He was probably not much over sixty, a thin man with a sedate little bulge below his belt. His somewhat lumpy face was clean shaven and pallid, his hair sparse and lank. His lips were tight and gristly, and scarcely moved when he spoke. Simon could see the superficial reasons for describing him as a Creep, but his manner was easy and polite.
Kathleen said, “This is Mr Tem—”
“Templar,” said the Saint. He amplified it, very clearly: “Simon Templar.”
“Simon Templar,” Mr Powls repeated. “Somehow, the name sounds familiar.”
His fingers, which had gone out automatically to meet the Saint’s cordial hand, lay in the Saint’s grasp like cold sausages.
“You could have heard it,” Simon said affably.
“You couldn’t — by any chance — be any relative of that man they call the Saint?”

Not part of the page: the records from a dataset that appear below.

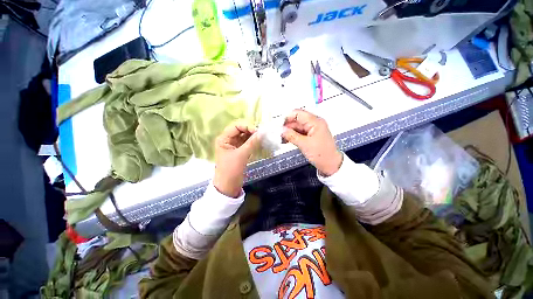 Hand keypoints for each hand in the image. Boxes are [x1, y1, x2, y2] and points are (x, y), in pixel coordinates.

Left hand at [213, 122, 259, 197]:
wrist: (228, 187)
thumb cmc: (231, 170)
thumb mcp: (241, 155)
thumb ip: (251, 143)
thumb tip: (262, 132)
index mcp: (224, 139)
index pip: (236, 127)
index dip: (246, 126)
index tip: (257, 131)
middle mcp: (228, 140)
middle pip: (241, 131)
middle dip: (251, 131)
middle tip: (261, 135)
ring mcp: (234, 146)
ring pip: (245, 137)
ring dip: (253, 137)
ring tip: (262, 138)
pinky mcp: (239, 152)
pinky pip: (247, 144)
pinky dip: (253, 143)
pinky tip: (260, 143)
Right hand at [282, 110, 342, 175]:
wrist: (330, 165)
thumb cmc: (321, 154)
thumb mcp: (304, 144)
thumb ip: (291, 135)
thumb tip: (281, 130)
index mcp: (315, 122)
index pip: (298, 113)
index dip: (287, 118)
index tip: (279, 125)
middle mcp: (314, 123)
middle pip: (297, 120)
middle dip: (287, 127)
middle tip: (279, 134)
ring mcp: (312, 130)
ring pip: (297, 127)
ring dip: (289, 132)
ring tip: (282, 139)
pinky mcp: (311, 136)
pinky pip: (300, 133)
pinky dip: (293, 136)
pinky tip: (286, 140)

“I am the Saint,” Simon beamed.
Those who know the Saint at all well will recognize at once that this was totally unlike him. But he did it this time, and Mr Powls retrieved his hand quickly, as if afraid that it might not be given back.

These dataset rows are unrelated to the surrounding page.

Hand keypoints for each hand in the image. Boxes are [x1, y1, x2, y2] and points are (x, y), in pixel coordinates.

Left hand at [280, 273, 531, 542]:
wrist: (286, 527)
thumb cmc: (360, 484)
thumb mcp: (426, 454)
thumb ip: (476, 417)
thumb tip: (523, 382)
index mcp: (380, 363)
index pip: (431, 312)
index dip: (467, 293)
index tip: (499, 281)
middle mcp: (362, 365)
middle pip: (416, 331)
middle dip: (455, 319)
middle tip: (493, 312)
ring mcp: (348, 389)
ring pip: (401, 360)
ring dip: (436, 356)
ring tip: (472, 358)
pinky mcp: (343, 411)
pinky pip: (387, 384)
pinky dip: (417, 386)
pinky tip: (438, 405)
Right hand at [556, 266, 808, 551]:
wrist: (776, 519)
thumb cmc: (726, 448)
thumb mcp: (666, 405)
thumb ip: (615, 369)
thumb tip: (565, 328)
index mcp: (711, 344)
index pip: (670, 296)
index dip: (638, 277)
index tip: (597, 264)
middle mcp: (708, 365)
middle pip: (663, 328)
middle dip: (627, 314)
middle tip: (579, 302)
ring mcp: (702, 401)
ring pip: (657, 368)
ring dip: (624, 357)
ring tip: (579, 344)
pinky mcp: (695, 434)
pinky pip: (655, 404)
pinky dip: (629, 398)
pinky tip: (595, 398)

“Are you really?” said Mr Powls. He coughed, to clear a trace of hoarseness from his voice. “But you aren’t expecting to find anything to merit your attention here, are you?”
“I never know where I’ll find those things,” said the Saint cheerfully. “But I’m always on the lookout for them. And there’s no place like a town full of respectable retired people. They all buy each other’s stories, but whoever checks on them? A guy could come here straight from Leavenworth and give out that he was a retired Bible salesman, and no one would even ask him to prove it by naming the four Gospels.”
“That’s very interesting,” said Mr Powls faintly.
“Not that I think there’s anything crooked about this shindig,” Simon went on exuberantly. “In fact, it must be on the level, because they just let me win a pot at Bingo. Look.”
He pulled out of his pocket the card which he had kept as a souvenir, and thrust it upon Mr Powls in such a way that the other was virtually forced to take it from him.
“That’s wonderful,” said Mr Powls, returning the card as quickly as he could. “Really, it gives me an inspiration. I must go there and try my luck. If you’ll excuse me.” He raised his hat to Kathleen again, and inclined his head to the Saint. “Perhaps we’ll meet again later.”
“I hope so,” Simon said heartily. “Let me know if you see any other old lags around.”
Mr Powls moved away, not hurriedly, but without looking back.
“I’m getting rather baffled,” Kathleen said, “and now I don’t think I’m enjoying it.”
“You got me started,” Simon reminded her. “And I got some results.”
“I didn’t see much, except that you upset him.”
“Does that matter? You said he was a Creep, anyway.”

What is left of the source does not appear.